🤖 AI Summary
This work addresses the challenge of efficiently orchestrating AI services across the cloud-edge continuum under dynamic workloads and heterogeneous infrastructure, where minimizing latency, maximizing throughput, and optimizing resource utilization are often conflicting objectives. To tackle this, the authors propose AIF-Router, a novel framework that introduces active inference into edge AI service orchestration for the first time. By leveraging Bayesian state inference and minimizing expected free energy, AIF-Router enables unsupervised, online adaptive routing decisions without requiring offline training. Relying solely on real-time observability metrics, the approach maintains decision stability even in environments with unreliable or fluctuating edge devices.

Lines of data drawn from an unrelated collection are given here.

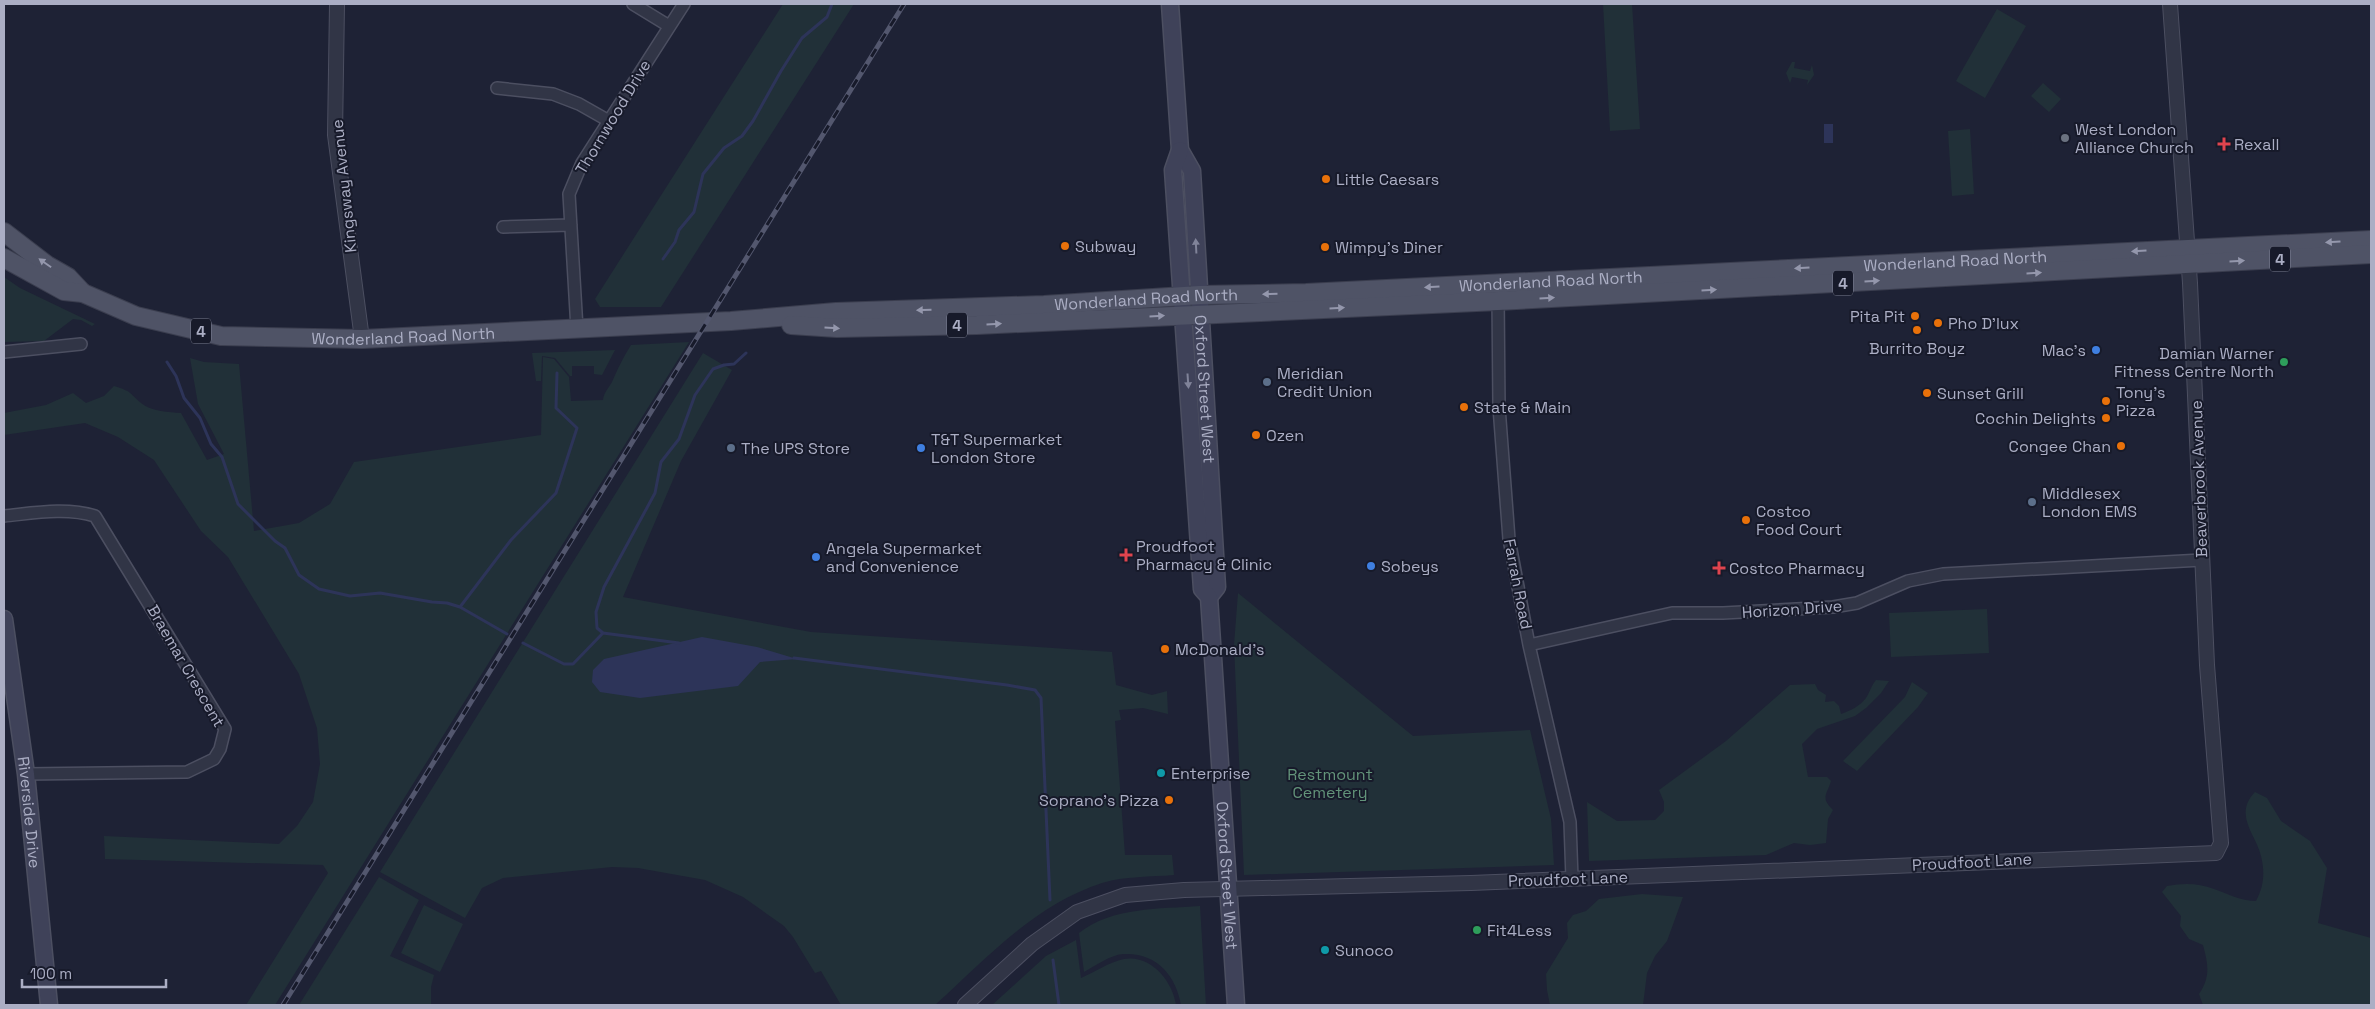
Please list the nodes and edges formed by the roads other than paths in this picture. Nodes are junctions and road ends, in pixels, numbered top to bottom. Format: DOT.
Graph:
graph roads {
  1 [pos="337,4"];
  2 [pos="633,4"];
  3 [pos="684,4"];
  4 [pos="1170,4"];
  5 [pos="2170,4"];
  6 [pos="669,26"];
  7 [pos="498,88"];
  8 [pos="609,121"];
  9 [pos="571,225"];
  10 [pos="503,227"];
  11 [pos="4,232"];
  12 [pos="2371,240"];
  13 [pos="2371,254"];
  14 [pos="2188,257"];
  15 [pos="4,258"];
  16 [pos="1498,292"];
  17 [pos="83,293"];
  18 [pos="1191,296"];
  19 [pos="1192,314"];
  20 [pos="731,321"];
  21 [pos="577,329"];
  22 [pos="362,339"];
  23 [pos="81,344"];
  24 [pos="4,352"];
  25 [pos="4,516"];
  26 [pos="2202,560"];
  27 [pos="4,619"];
  28 [pos="1529,645"];
  29 [pos="26,774"];
  30 [pos="2207,854"];
  31 [pos="1572,879"];
  32 [pos="1227,889"];
  33 [pos="50,1005"];
  34 [pos="965,1005"];
  35 [pos="1236,1005"];
  1 -- 22 [label="street, Kingsway Avenue"];
  2 -- 6 [label="street"];
  3 -- 6 [label="street, Thornwood Drive"];
  4 -- 18 [label="main road, Oxford Street West"];
  5 -- 14 [label="street, Beaverbrook Avenue"];
  6 -- 8 [label="street, Thornwood Drive"];
  7 -- 8 [label="street"];
  8 -- 9 [label="street, Thornwood Drive"];
  9 -- 10 [label="street"];
  9 -- 21 [label="street, Thornwood Drive"];
  17 -- 11 [label="main road, Wonderland Road North / 4, one-way"];
  12 -- 14 [label="main road, Wonderland Road North / 4, one-way"];
  14 -- 13 [label="main road, Wonderland Road North / 4, one-way"];
  14 -- 16 [label="main road, Wonderland Road North / 4"];
  14 -- 26 [label="street, Beaverbrook Avenue"];
  15 -- 17 [label="main road, Wonderland Road North / 4"];
  16 -- 18 [label="main road, Wonderland Road North / 4, one-way"];
  19 -- 16 [label="main road, Wonderland Road North / 4, one-way"];
  16 -- 28 [label="street, Farrah Road"];
  17 -- 22 [label="main road, Wonderland Road North / 4"];
  18 -- 19 [label="main road, Oxford Street West"];
  18 -- 20 [label="main road, Wonderland Road North / 4, one-way"];
  20 -- 19 [label="main road, Wonderland Road North / 4, one-way"];
  19 -- 32 [label="main road, Oxford Street West"];
  20 -- 21 [label="main road, Wonderland Road North / 4"];
  21 -- 22 [label="main road, Wonderland Road North / 4"];
  23 -- 24 [label="street"];
  25 -- 29 [label="street, Braemar Crescent"];
  26 -- 28 [label="street, Horizon Drive"];
  26 -- 30 [label="street, Beaverbrook Avenue"];
  27 -- 29 [label="main road, Riverside Drive"];
  28 -- 31 [label="street, Farrah Road"];
  29 -- 33 [label="main road, Riverside Drive"];
  30 -- 31 [label="street, Proudfoot Lane"];
  31 -- 32 [label="street, Proudfoot Lane"];
  32 -- 34 [label="street, Proudfoot Lane"];
  32 -- 35 [label="main road, Oxford Street West"];
}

Experimental results demonstrate that AIF-Router exhibits robust online learning capabilities in unstable edge scenarios, confirming the feasibility and effectiveness of active inference for multi-objective, adaptive service orchestration.
📝 Abstract
Edge computing enables AI inference closer to data sources, reducing latency and bandwidth costs. However, orchestrating AI services across the cloud-edge continuum remains challenging due to dynamic workloads and infrastructure variability. We present AIF-Router, an Active Inference--based routing framework that autonomously learns to balance latency, throughput, and resource utilization across multi-tier AI services without offline training. AIF-Router performs Bayesian state inference and expected free energy minimization to guide routing decisions based on observability-driven real-time metrics. Despite device instability on edge nodes, AIF-Router exhibits stable online learning behavior and demonstrates the feasibility of applying Active Inference for adaptive AI service orchestration in unreliable edge environments. Our findings highlight both the promise and practical challenges of deploying self-adaptive decision-making frameworks for real-world edge AI systems.